During the springs of 1995–1997, we studied birds and landscapes in the Chihuahuan Desert along part of the Texas–Mexico border. Our objectives were to assess bird–landscape relations and their interannual consistency and to identify ways to cope with associated uncertainties that undermine confidence in using such relations in conservation decision processes. Bird distributions were often significantly associated with landscape features, and many bird–landscape models were valid and useful for predictive purposes. Differences in early spring rainfall appeared to influence bird abundance, but there was no evidence that annual differences in bird abundance affected model consistency. Model consistency for richness (42%) was higher than mean model consistency for 26 focal species (mean 30%, range 0–67%), suggesting that relations involving individual species are, on average, more subject to factors that cause variation than are richness–landscape relations. Consistency of bird–landscape relations may be influenced by such factors as plant succession, exotic species invasion, bird species' tolerances for environmental variation, habitat occupancy patterns, and variation in food density or weather. The low model consistency that we observed for most species indicates the high variation in bird–landscape relations that managers and other decision makers may encounter.

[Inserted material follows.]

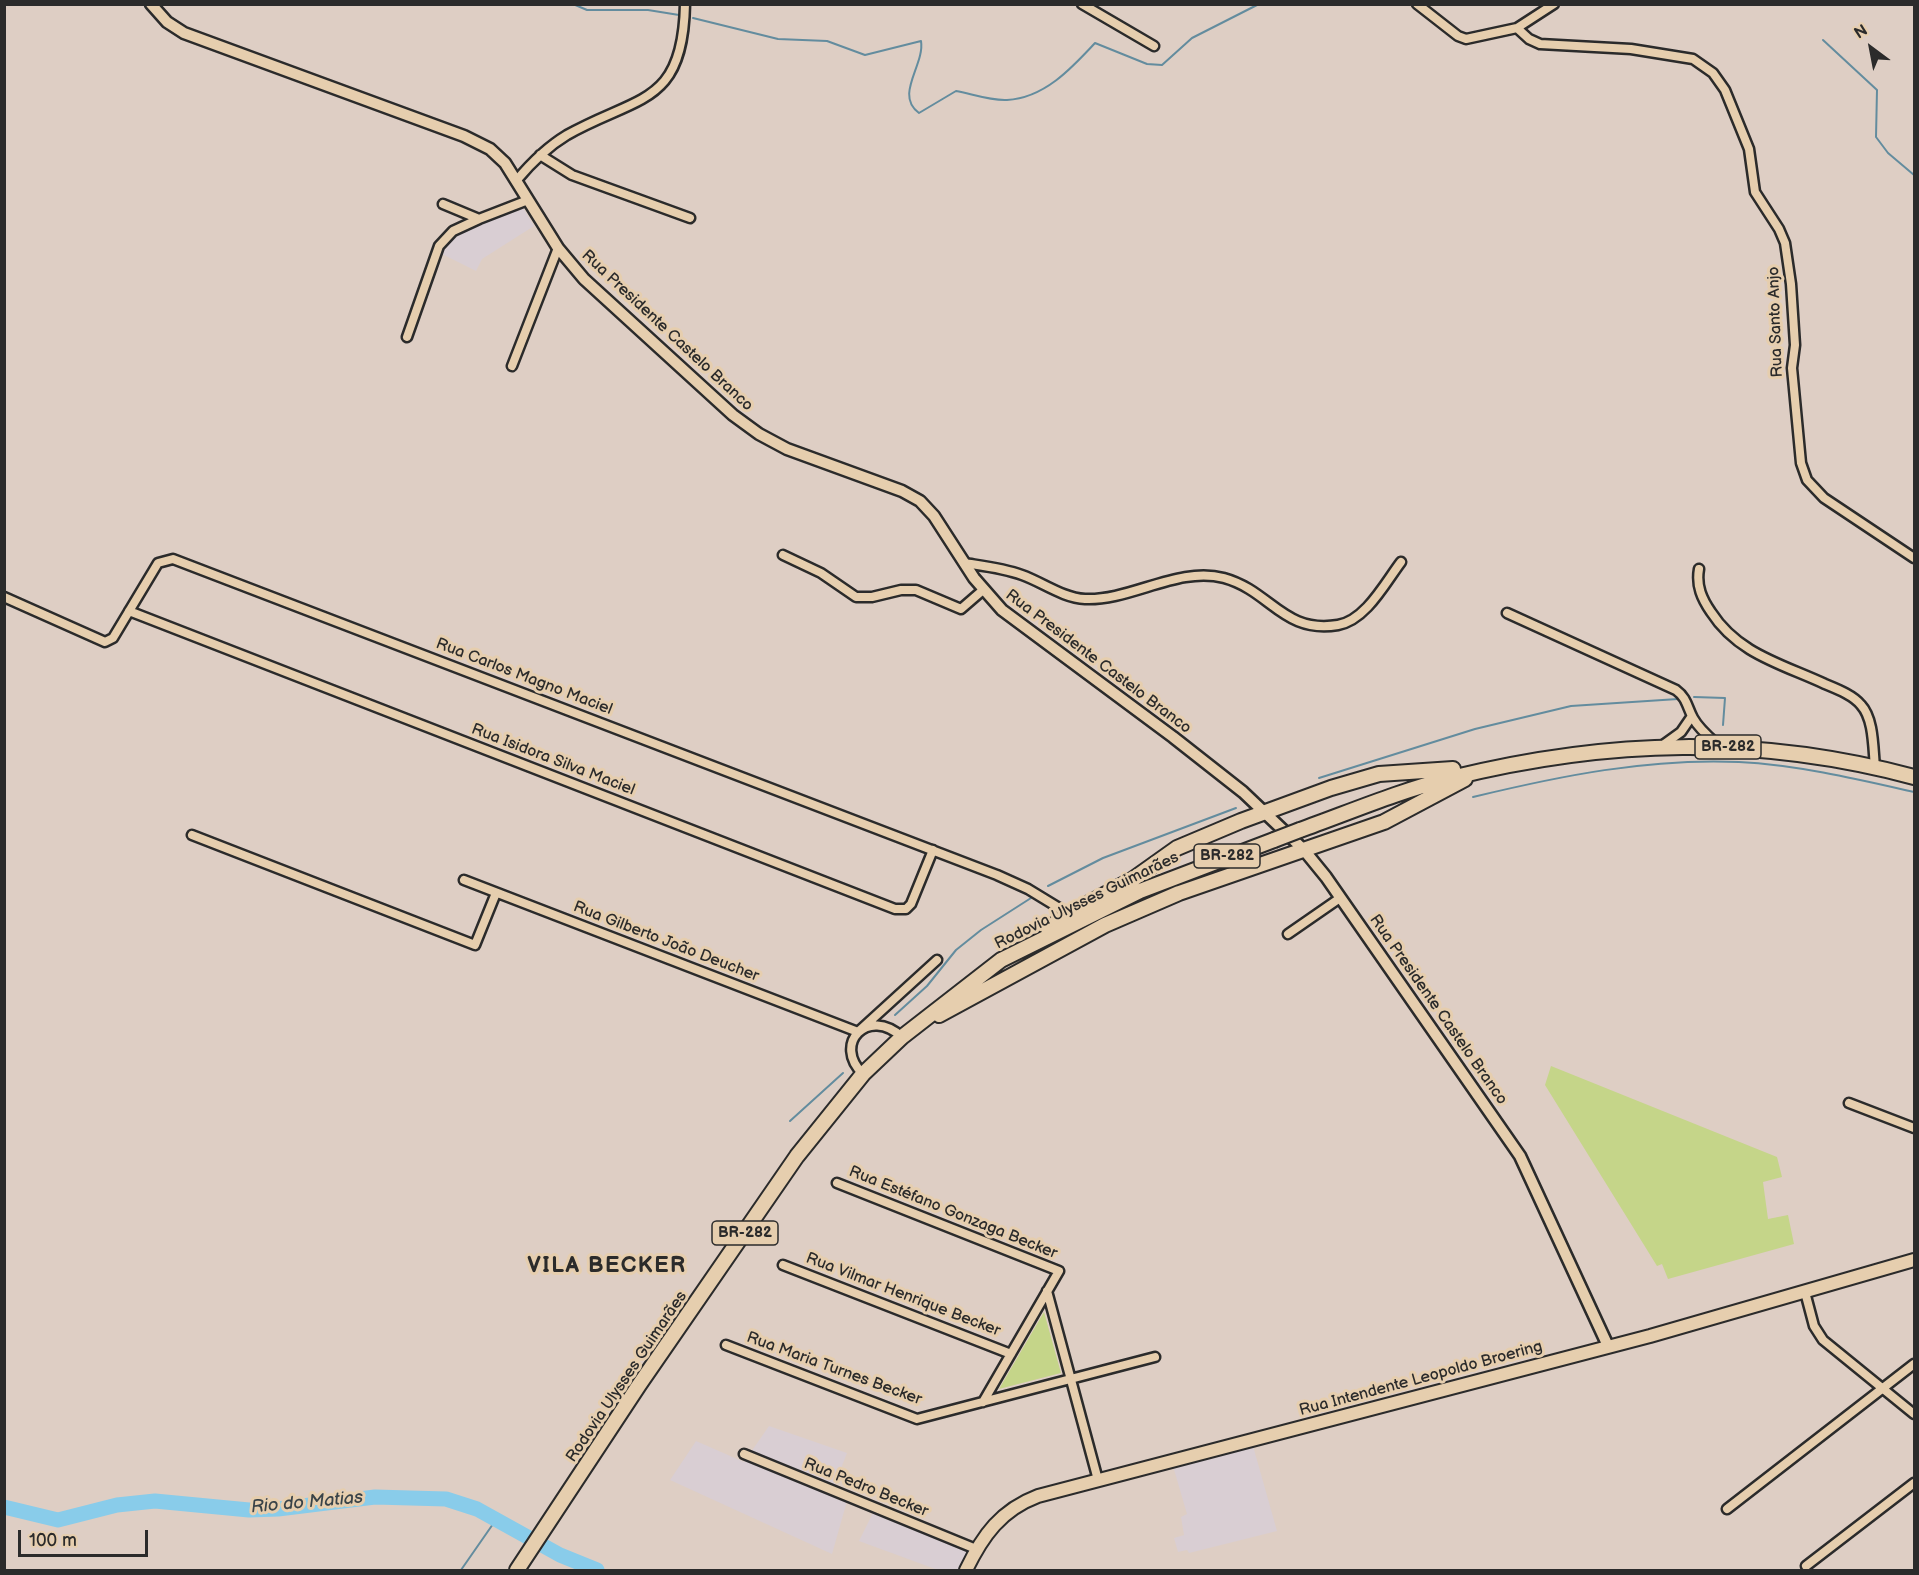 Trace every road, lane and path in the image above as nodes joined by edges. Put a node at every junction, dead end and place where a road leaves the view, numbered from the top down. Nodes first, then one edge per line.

The uncertainty of interannual variation in bird–landscape relations can be reduced by using projections of bird distributions from different annual models to determine the likely range of temporal and spatial variation in a species' distribution. Stochastic simulation models can be used to incorporate the uncertainty of random environmental variation into predictions of bird distributions based on bird–landscape relations and to provide probabilistic projections with which managers can weigh the costs and benefits of various decisions. Uncertainty about the true structure of bird–landscape relations (structural uncertainty) can be reduced by ensuring that models meet important statistical assumptions, designing studies with sufficient statistical power, validating the predictive ability of models, and improving model accuracy through continued field sampling and model fitting. Uncertainty associated with sampling variation (partial observability) can be reduced by ensuring that sample sizes are large enough to provide precise estimates of both bird and landscape parameters. By decreasing the uncertainty due to partial observability, managers will improve their ability to reduce structural uncertainty.